Event Source Yourself a Hash Map

Event sourcing is an architectural pattern where you persist commands to mutate your data instead of overwriting the old values. Readers are responsible for building their own view of the data from the sequence of edits.

This sounds cool, but I haven’t implemented a system with event sourcing yet. I started hearing the term tossed around a few years ago, alongside some other buzzwords that sound exciting like “actors systems”, “domain-driven design”, and “CQRS”.

We software developers sure love our acronyms! That last one is “command query responsibility segregation”. It means that a system should accept commands (which can make changes but provide no feedback) or queries (which return data but don’t change anything), but there should be no way to combine a request for data with changes to state.

CQRS has its origins in old-school object-oriented programming, but it’s having a hipster resurgence as a distributed architectural pattern. In its modern incarnation, a CQRS system is likely to use different data stores for serving commands and queries. Writes go to the datastore of record (something like MySQL) and reads go to some derived view (perhaps a full-text search index like Solr). Background processing of some kind keeps the view up-to-date with the source of record. In 2007¹, it was all the rage to do everything in MySQL until your app can’t scale anymore, then denormalize to various NoSQL stores in a panic. Now that the pattern has an acronym, we can calmly design towards it!

Event sourcing fits right in with CQRS because instead of mutating the current state-of-the-world, you can just persist the change commands directly to a changelog. Once the changelog is your source of record, there’s no privileged view, just multiple consuming views that know how to rebuild themselves from history. You have freedom to easily change how you represent your data, since each view can do so independently. Event sourcing also gives you a time machine – you can just replay the changelog and stop early to see what your views looked like yesterday.

I started hearing about all of this a lot more this past year, in the context of Apache Kafka – which is billed explicitly as a distributed changelog. We’re already using Kafka at Dealer.com for analytics-style event stream processing², but my team has recently started exploring Kafka as a way to synchronize application data.

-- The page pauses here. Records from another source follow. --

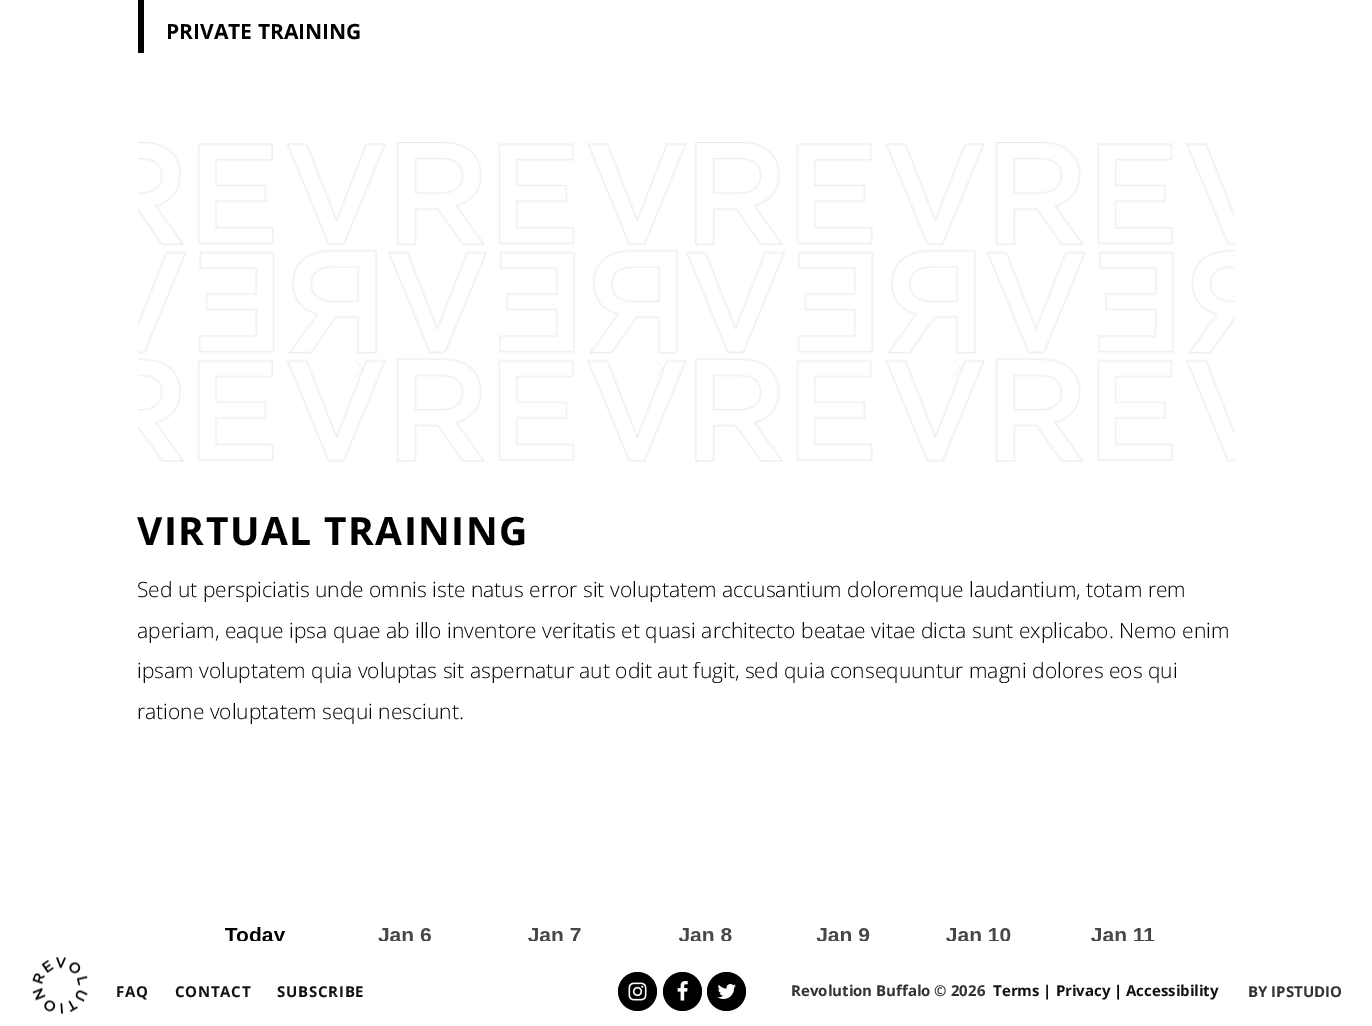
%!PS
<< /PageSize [1372 1026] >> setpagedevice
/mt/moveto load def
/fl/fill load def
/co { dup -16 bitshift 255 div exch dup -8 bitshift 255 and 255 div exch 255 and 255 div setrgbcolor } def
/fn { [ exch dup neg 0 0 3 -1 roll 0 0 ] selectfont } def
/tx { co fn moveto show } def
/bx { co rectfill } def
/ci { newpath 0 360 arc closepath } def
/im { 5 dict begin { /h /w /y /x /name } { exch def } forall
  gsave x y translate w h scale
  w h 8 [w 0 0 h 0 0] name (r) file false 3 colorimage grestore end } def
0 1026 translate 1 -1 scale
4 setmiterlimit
0 0 1372 1026 16#FFFFFF bx
138 0 6 53 16#000000 bx
(media/1.raw) 138 142 1097 320 im
(media/2.raw) 225 927 930 14 im
(media/3.raw) 32 956 56 59 im
637.5 991.5 19.5 ci fl
(media/4.raw) 628 982 19 19 im
682.5 991.5 19.5 ci fl
(media/5.raw) 677 981 11 20 im
726.5 991.5 19.5 ci fl
(media/6.raw) 717 984 19 15 im
(PRIVATE TRAINING) 166 39 /OpenSans-Bold 21 16#000000 tx
/OpenSans-Bold 39 fn
137 545 mt 1.5 0 (VIRTUAL TRAINING) ashow
(Sed ut perspiciatis unde omnis iste natus error sit voluptatem accusantium doloremque laudantium, totam rem) 137 597 /OpenSans-Light 21 16#000000 tx
(aperiam, eaque ipsa quae ab illo inventore veritatis et quasi architecto beatae vitae dicta sunt explicabo. Nemo enim) 137 638 /OpenSans-Light 21 16#000000 tx
(ipsam voluptatem quia voluptas sit aspernatur aut odit aut fugit, sed quia consequuntur magni dolores eos qui) 137 678 /OpenSans-Light 21 16#000000 tx
(ratione voluptatem sequi nesciunt.) 137 719 /OpenSans-Light 21 16#000000 tx
/OpenSans-Bold 15 fn
16#121212 co
116 997 mt .75 0 (FAQ) ashow
175 997 mt .75 0 (CONTACT) ashow
277 997 mt .75 0 (SUBSCRIBE) ashow
(Revolution Buffalo © 2026) 791 996 /OpenSans-Bold 15 16#333333 tx
(Terms | Privacy) 993 996 /OpenSans-Bold 15 16#121212 tx
(|) 1114 996 /OpenSans-Bold 15 16#000000 tx
(Accessibility) 1126 996 /OpenSans-Bold 15 16#121212 tx
(BY IPSTUDIO) 1248 997 /OpenSans-Bold 15 16#333333 tx
showpage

We have an application which needs to respond to HTTP requests very quickly. Not stock exchange fast, but ad exchange fast – less than 100 milliseconds. In that time frame, you can’t reliably do a whole lot with database queries or service calls. In the past, we’ve kept a lot of application data in memory and then polled the database to bring it up-to-date. There are a lot of reasons that this sucks (which I won’t go into here).

So we’re starting a new feature – we’re going to add blacklist functionality to this application, which will let us quickly reject requests that come from IP ranges with suspicious activity. The blacklist needs to be in memory (for low-latency access) and we want updates to get picked up fast. Instead of following our tried-and-sort-of-true pattern (that none of us like), we’re going to take a swing at sharing this data with event sourcing and Kafka.

That sounded good to me in theory, but it wasn’t until today that I started really thinking about how to do it. Building the in-memory blacklist from the commands seemed straightforward, but I wasn’t sure how we’d get around replaying the entire history of edit commands on every application start-up. A little Googling for “kafka event sourcing” brought me to an article on the Confluent blog about Kafka Streams9 that set me straight.

A Kafka topic is a strictly-ordered sequence of key-value pairs. I was thinking that we would store edits to the blacklist as timestamp-keyed commands on a topic, which will be consumed by all the applications that need the blacklist.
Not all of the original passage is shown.